Department of Environmental Health Science, Laboratory of Environmental Chemistry and Toxicology, IRCCS-Istituto di Ricerche Farmacologiche Mario Negri, Via La Masa 19, 20156 Milano, Italy.
Environ Toxicol Pharmacol. 2017 Jul;53:158-163. doi: 10.1016/j.etap.2017.05.011. Epub 2017 May 23.
Optimal (flexible) descriptors were used to establish quantitative structure - activity relationships (QSAR) for toxicity of pesticides (n=116) towards rainbow trout. A heterogeneous set of hundreds of pesticides has been used, taken from the EFSA's chemical Hazards Database: OpenFoodTox. Optimal descriptors are preparing from simplified molecular input-line entry system (SMILES). So-called, correlation weights of different fragments of SMILES are calculating by the Monte Carlo optimization procedure where correlation coefficient between endpoint and optimal descriptor plays role of the target function.
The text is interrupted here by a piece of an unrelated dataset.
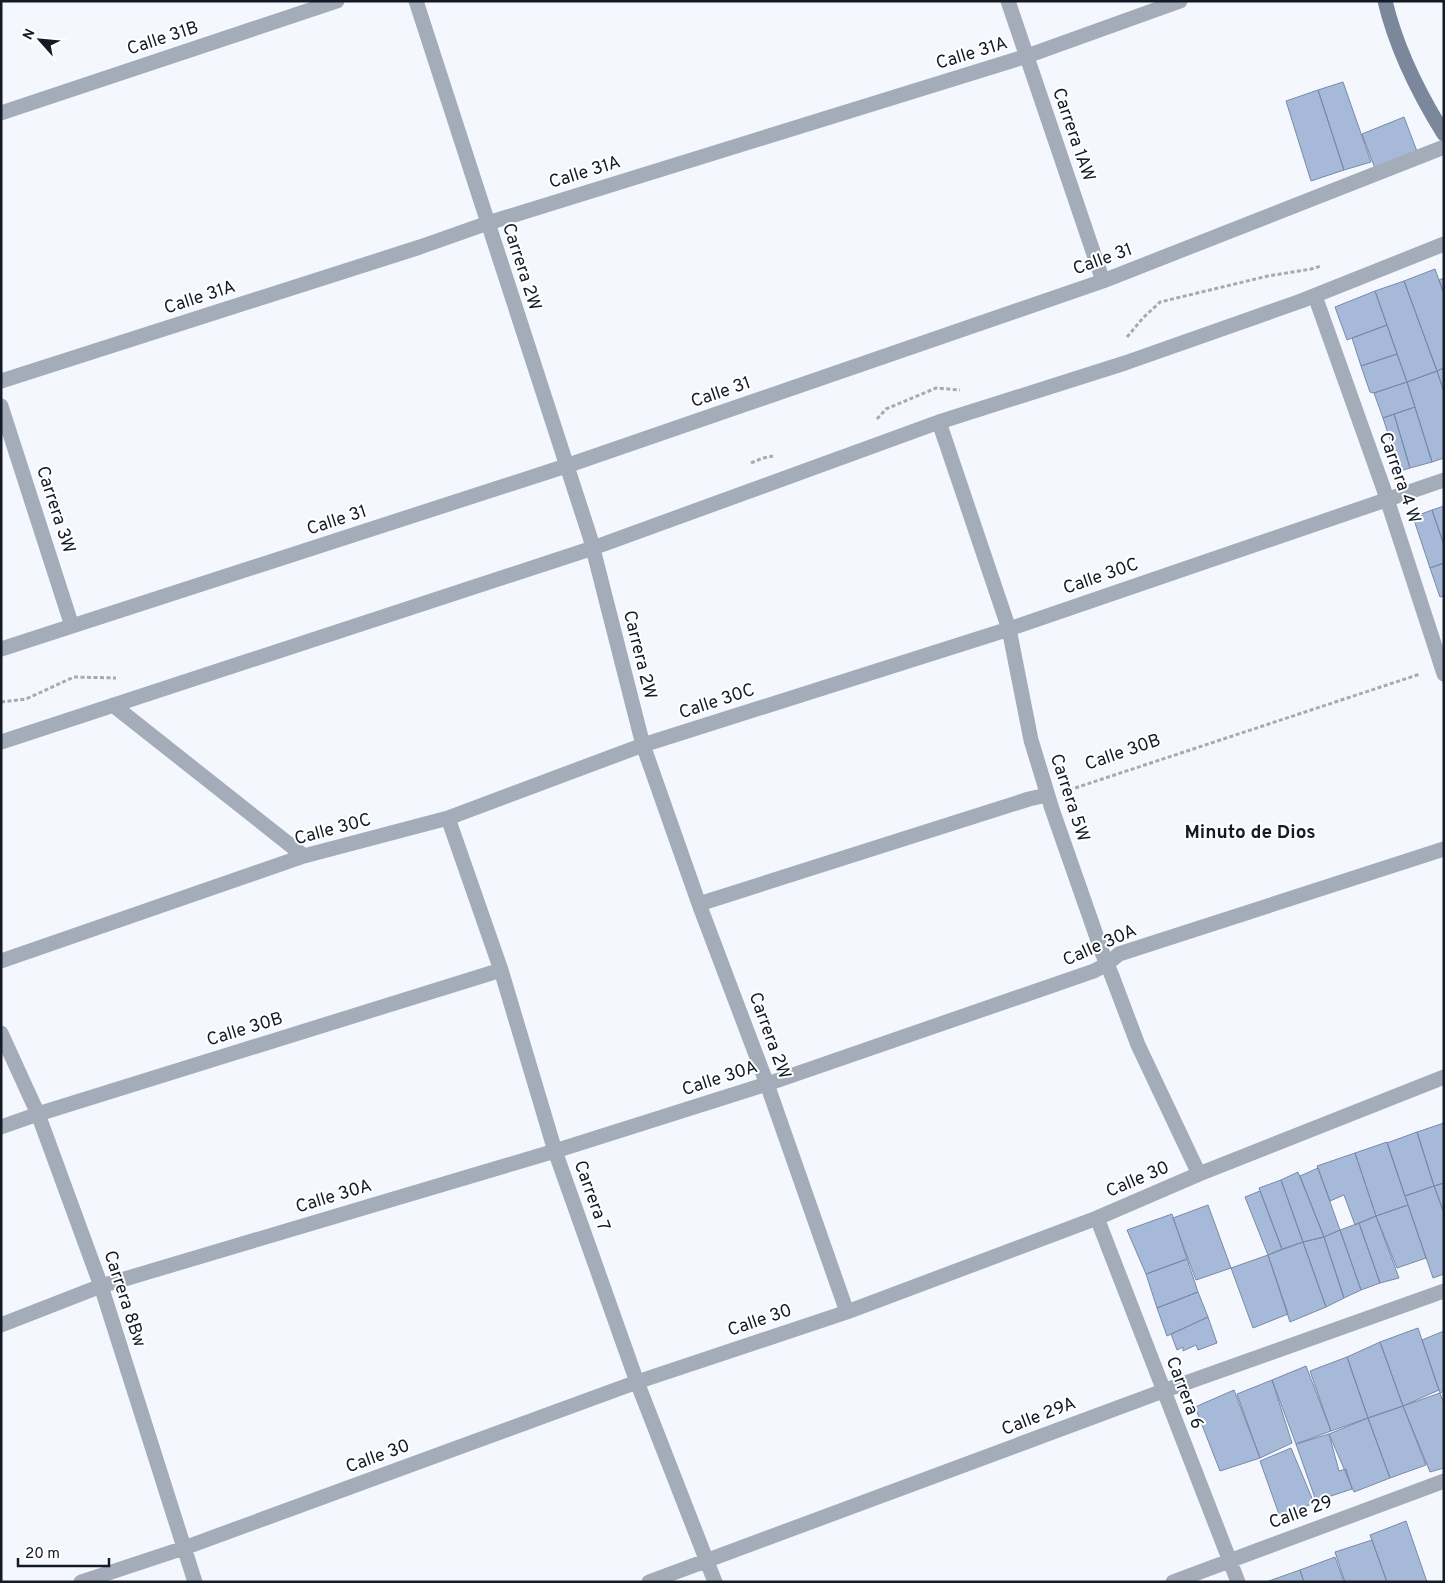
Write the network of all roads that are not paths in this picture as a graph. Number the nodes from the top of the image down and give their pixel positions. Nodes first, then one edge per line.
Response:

Having maximum of the correlation coefficient for the training set, one can suggest that the optimal descriptor calculated with these correlation weights can correlate with endpoint for external validation set. This approach was checked up with three different distributions into the training (≈85%) set and external validation (≈15%) set. The statistical characteristics of these models are (i) for training set correlation coefficient (r) ranges 0.72-0.81, and root mean squared error (RMSE) ranges 0.54-1.25; (ii) for external (validation) set r ranges 0.74-0.84; and RMSE ranges 0.64-0.75. Computational experiments have shown that presence of chlorine, fluorine, sulfur, and aromatic fragments is promoter of increase for the toxicity.
使用最优(灵活)描述符建立了农药(n = 116)对虹鳟鱼毒性的定量构效关系(QSAR)。研究使用了从欧洲食品安全局(EFSA)的化学危害数据库OpenFoodTox中选取的数百种不同的农药。最优描述符由简化分子线性输入系统(SMILES)生成。通过蒙特卡罗优化程序计算SMILES不同片段的所谓相关权重,其中终点与最优描述符之间的相关系数作为目标函数。对于训练集,若相关系数达到最大值,则可以认为用这些相关权重计算出的最优描述符能够与外部验证集的终点相关。该方法通过将数据集分为训练集(约85%)和外部验证集(约15%)的三种不同划分方式进行了检验。这些模型的统计特征为:(i)训练集的相关系数(r)范围为0.72 - 0.81,均方根误差(RMSE)范围为0.54 - 1.25;(ii)外部(验证)集的r范围为0.74 - 0.84,RMSE范围为0.64 - 0.75。计算实验表明,氯、氟、硫和芳香族片段的存在是毒性增加的促进因素。